世紀の空売(からう)り 世界経済の破綻に賭けた男たち マイケル・ルイス著/東江一紀訳 ~市場の非効率性を逆手にサブプライムで儲ける
信念を持って逆張りの相場を張り、大儲けした少数の投資家のストーリーである。市場の非効率性を誰よりも先に予見して大儲けした、一握りの人々を紹介している。舞台は一兆ドル超の損失を米国経済に与えたといわれるサブプライム・モーゲージ市場。
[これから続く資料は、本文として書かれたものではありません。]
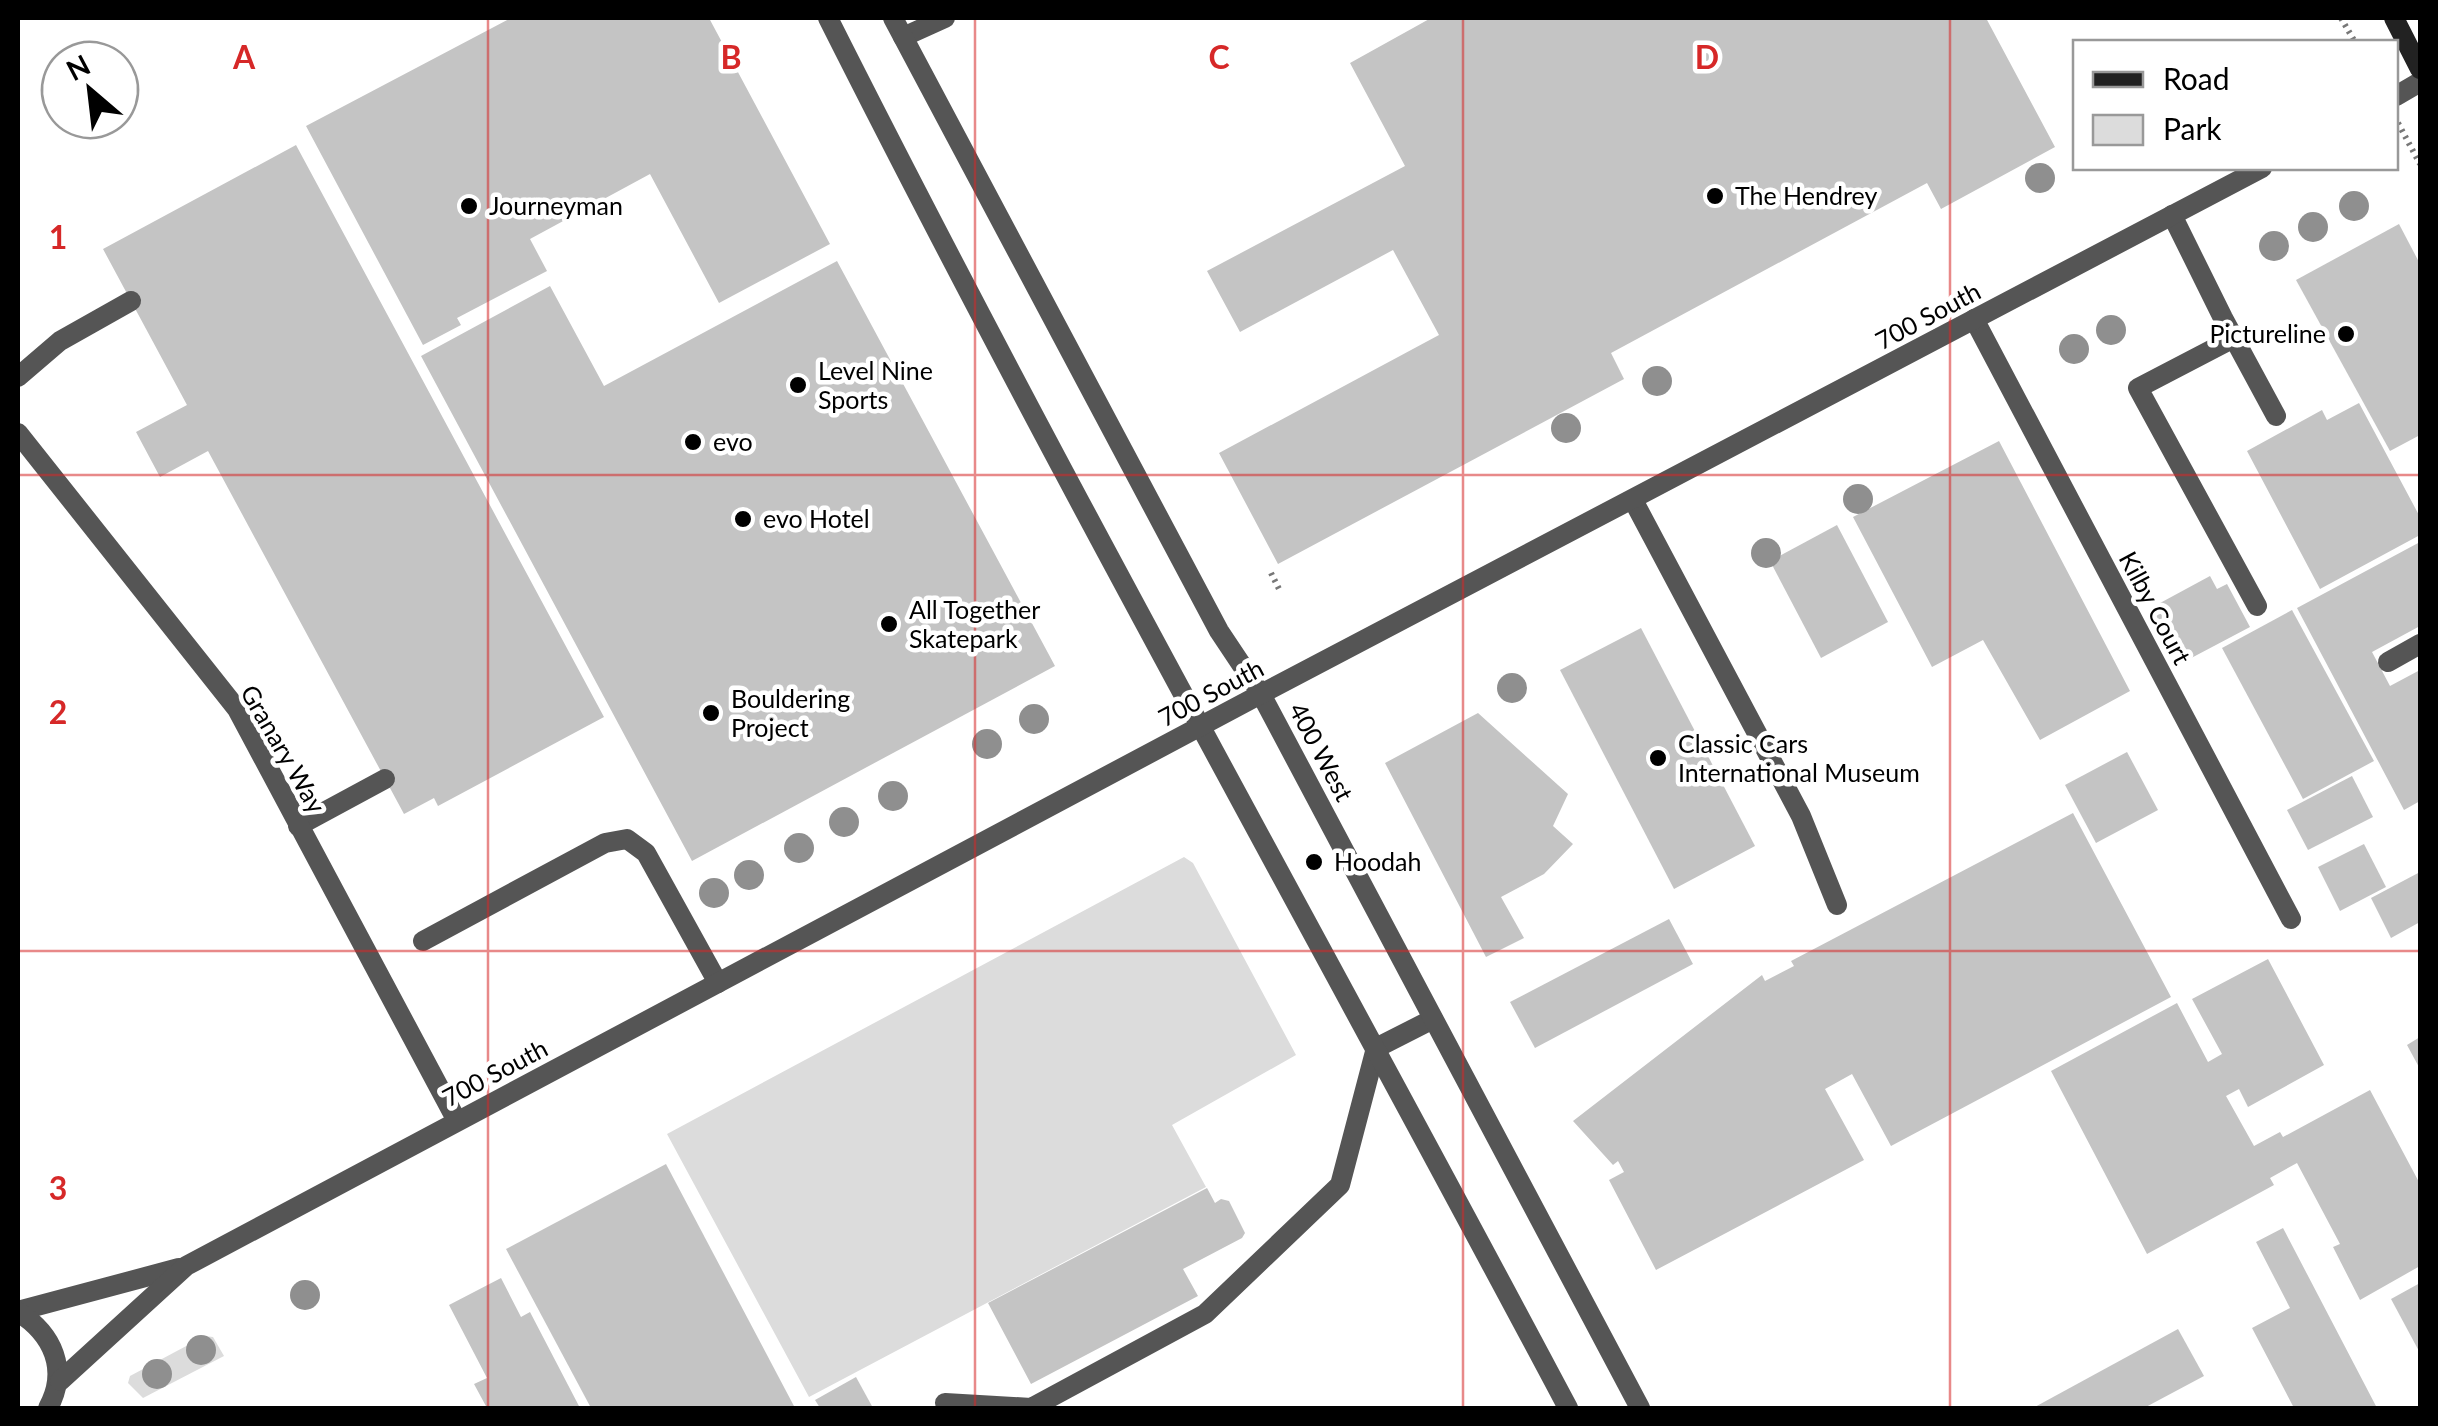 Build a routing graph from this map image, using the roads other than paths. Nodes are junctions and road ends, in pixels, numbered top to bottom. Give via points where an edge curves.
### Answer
1 (828, 18) edge
2 (892, 18) edge
3 (945, 18) edge
4 (2394, 18) edge
5 (903, 37) junction
6 (2420, 68) edge
7 (2420, 82) edge
8 (2398, 95) edge
9 (2258, 170) edge
10 (2172, 215) junction
11 (131, 301) dead end
12 (1974, 320) junction
13 (2234, 338) junction
14 (18, 378) edge
15 (2276, 416) dead end
16 (18, 434) edge
17 (1633, 500) junction
18 (2257, 606) dead end
19 (2420, 644) edge
20 (2388, 662) dead end
21 (1262, 694) junction
22 (1202, 726) junction
23 (385, 779) dead end
24 (298, 826) junction
25 (1837, 905) dead end
26 (2291, 919) dead end
27 (423, 941) dead end
28 (718, 983) junction
29 (1433, 1019) junction
30 (1376, 1048) junction
31 (457, 1121) junction
32 (186, 1266) junction
33 (18, 1312) edge
34 (55, 1399) edge
35 (945, 1403) dead end
36 (1568, 1408) edge
37 (1640, 1408) edge

1 - 22 street
2 - 5 street, 400 West
3 - 5 street
4 - 6 main road
5 - 21 street, 400 West via 1219,631
7 - 8 street
9 - 10 street, 700 South
10 - 12 street, 700 South
10 - 13 street
11 - 14 street via 60,340
12 - 17 street, 700 South
12 - 26 street, Kilby Court
13 - 15 street
13 - 18 street via 2138,388
16 - 24 street, Granary Way via 237,709
17 - 21 street, 700 South
17 - 25 street via 1801,816
19 - 20 street
21 - 22 street, 700 South
21 - 29 street, 400 West
22 - 28 street, 700 South
22 - 30 street
23 - 24 street
24 - 31 street, Granary Way
27 - 28 street via 604,844 627,839 646,853
28 - 31 street, 700 South
29 - 30 street
29 - 37 street, 400 West
30 - 35 street via 1340,1185 1205,1314 1031,1408
30 - 36 street
31 - 32 street, 700 South
32 - 33 street, 700 South
32 - 34 street, 700 South
33 - 34 street via 44,1332 54,1352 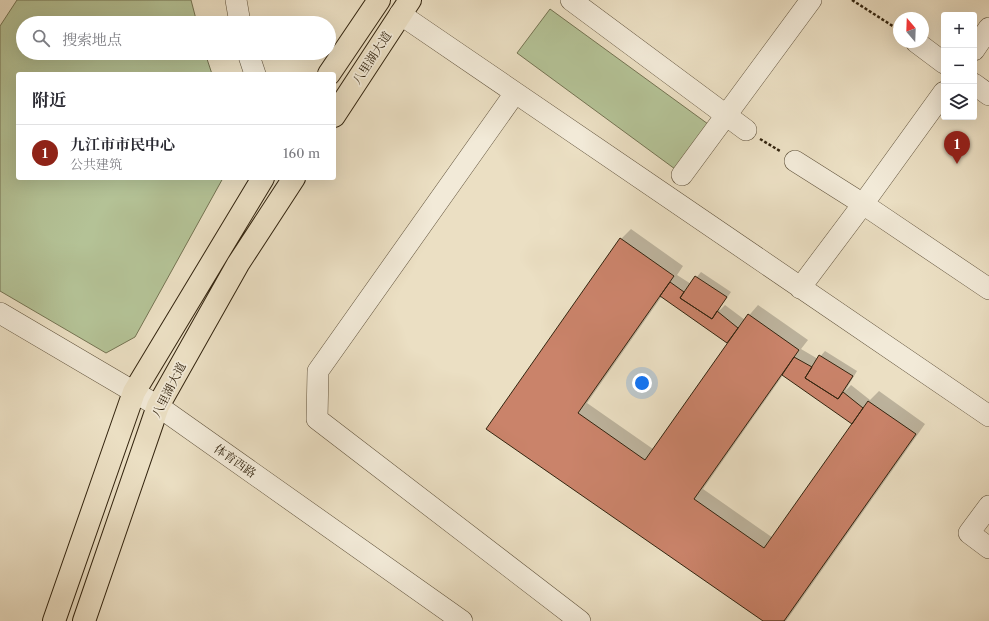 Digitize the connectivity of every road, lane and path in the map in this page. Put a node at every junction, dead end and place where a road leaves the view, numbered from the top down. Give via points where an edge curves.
1 (236, 0) edge
2 (379, 0) edge
3 (571, 0) edge
4 (810, 0) edge
5 (852, 0) edge
6 (405, 7) edge
7 (239, 16) edge
8 (893, 26) edge
9 (989, 28) edge
10 (924, 48) edge
11 (975, 48) edge
12 (250, 60) edge
13 (941, 61) edge
14 (254, 72) edge
15 (330, 72) edge
16 (977, 86) edge
17 (515, 93) junction
18 (989, 95) edge
19 (941, 96) edge
20 (336, 113) edge
21 (726, 116) junction
22 (746, 130) joint
23 (795, 161) joint
24 (682, 175) dead end
25 (262, 180) edge
26 (293, 180) edge
27 (863, 204) junction
28 (800, 288) junction
29 (989, 289) edge
30 (0, 314) edge
31 (134, 392) junction
32 (158, 406) junction
33 (989, 416) edge
34 (989, 506) edge
35 (989, 548) edge
36 (558, 615) edge
37 (54, 621) edge
38 (84, 621) edge
39 (462, 621) edge
40 (580, 621) edge

1 - 7 street
2 - 15 main road
3 - 21 street
4 - 21 street
5 - 8 path
6 - 17 street
6 - 20 main road, 八里湖大道
9 - 11 street
10 - 13 street
12 - 14 street
16 - 18 street
17 - 28 street
17 - 36 street via 318,371 317,419
19 - 27 street
21 - 22 street
21 - 24 street
22 - 23 path
23 - 27 street
25 - 31 main road
26 - 32 main road, 八里湖大道 via 238,264
27 - 28 street
27 - 29 street
28 - 33 street
30 - 31 street, 体育西路
31 - 32 street, 体育西路
31 - 37 main road
32 - 38 main road, 八里湖大道
32 - 39 street, 体育西路
34 - 35 street via 969,533
36 - 40 street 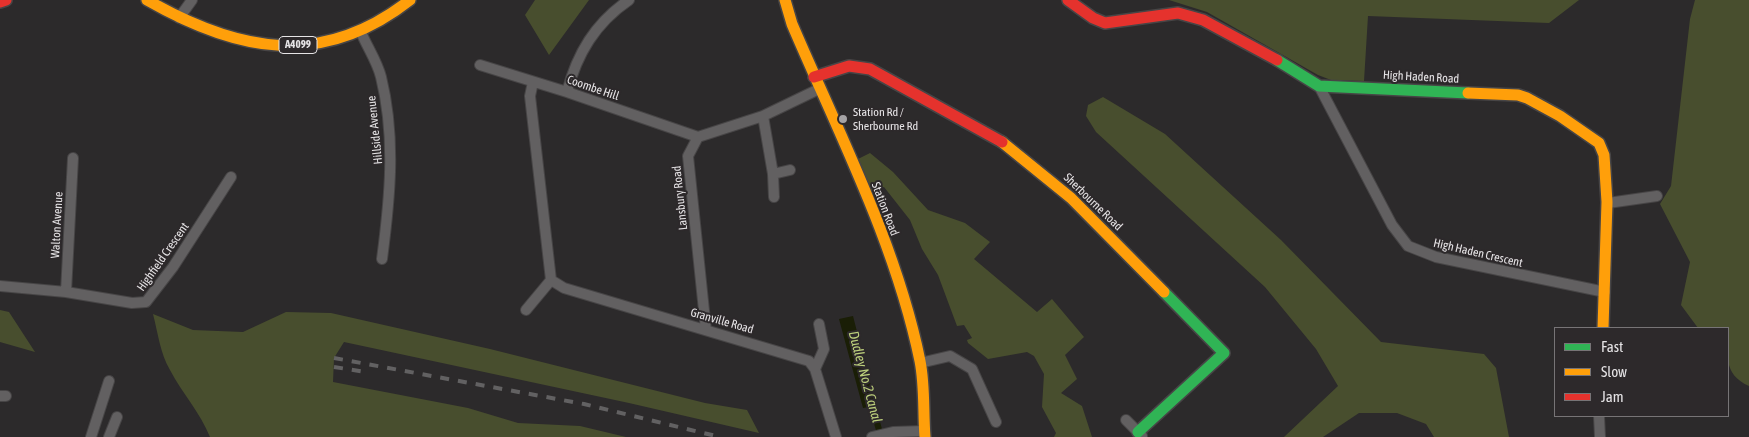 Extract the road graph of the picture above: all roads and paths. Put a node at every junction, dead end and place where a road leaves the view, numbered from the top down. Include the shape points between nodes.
1 (6, 0) edge
2 (147, 0) edge
3 (192, 0) edge
4 (410, 0) edge
5 (629, 0) edge
6 (785, 0) edge
7 (1068, 0) edge
8 (0, 2) edge
9 (179, 18) junction
10 (361, 32) junction
11 (480, 66) dead end
12 (814, 77) junction
13 (532, 82) junction
14 (1319, 86) junction
15 (819, 89) junction
16 (567, 92) junction
17 (763, 116) junction
18 (698, 137) junction
19 (73, 158) dead end
20 (790, 170) dead end
21 (773, 174) junction
22 (230, 177) dead end
23 (1657, 196) dead end
24 (774, 197) dead end
25 (1608, 203) junction
26 (382, 259) dead end
27 (551, 280) junction
28 (0, 286) edge
29 (66, 292) junction
30 (1605, 292) junction
31 (526, 310) dead end
32 (819, 324) dead end
33 (1603, 327) edge
34 (706, 330) junction
35 (920, 363) junction
36 (815, 369) junction
37 (110, 381) dead end
38 (117, 417) dead end
39 (1599, 417) edge
40 (1126, 420) dead end
41 (996, 422) dead end
42 (924, 434) edge
43 (1140, 435) edge
44 (91, 437) edge
45 (109, 437) edge
46 (836, 437) edge
47 (872, 437) edge
48 (1600, 437) edge

1 - 8 street
2 - 9 street, A4099
3 - 9 street
4 - 10 street, A4099
5 - 16 street via 613,11 581,51
6 - 12 street, Station Road
7 - 14 street, High Haden Road via 1105,23 1178,13 1203,20
9 - 10 street, A4099 via 220,35 269,44 327,42
10 - 26 street, Hillside Avenue via 381,78 392,160
11 - 13 street, Coombe Hill
12 - 15 street, Station Road
12 - 43 street, Sherbourne Road via 849,66 870,69 994,136 1071,198 1224,353
13 - 16 street, Coombe Hill
13 - 27 street via 530,96
14 - 25 street, High Haden Road via 1529,98 1599,143 1604,153
14 - 30 street, High Haden Crescent via 1392,225 1408,246 1436,257
15 - 17 street
15 - 35 street, Station Road via 879,229
16 - 18 street, Coombe Hill
17 - 18 street
17 - 21 street
18 - 34 street, Lansbury Road via 688,156
19 - 29 street, Walton Avenue
20 - 21 street
21 - 24 street
22 - 29 street, Highfield Crescent via 173,267 146,302 132,303
23 - 25 street
25 - 30 street, High Haden Road
27 - 31 street
27 - 34 street, Granville Road via 564,288
28 - 29 street, Highfield Crescent
30 - 33 street, High Haden Road
32 - 36 street via 824,349
34 - 36 street, Granville Road via 797,356 809,361
35 - 41 street via 950,356 972,369
35 - 42 street, Station Road
36 - 46 street
37 - 44 street
38 - 45 street
39 - 48 street
40 - 43 street, Sherbourne Road
42 - 47 street via 892,432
俳優は法律家から証券アナリストに転向したスティーブ・アイズマン、もともと精神科医であったマイケル・バーリといった、世にまったく知られていなかった予言者たちだ。
この市場でショート(空売り)が可能であったのは、サブプライム・モーゲージ債権のCDS(クレジット・デフォルト・スワップ)という奇怪な商品とCDO(モーゲージ・ローンを担保に発行された証券)による。でたらめな市場を作った者、育てた者の悪意は限りないが、証券に対する正しい格付けと正常なプライシングを行わなかった者の罪も大きい。
「ウォール街の投資銀行があの手この手で格付け機関を丸め込み、くずみたいなローンの山にきれいなレッテルを貼らせたせいで、数兆ドルもの資金が普通のアメリカ人に貸し付けられるに至った。そういうローンから一見リスクのない有価証券が生み出され、あまりに複雑なその成り立ちのせいで投資家たちがリスクの評価を諦めてしまい、破滅的な終局を呼び寄せて、社会と政治に大きな影響を及ぼすまでになった」。まさに本書を要約する台詞である。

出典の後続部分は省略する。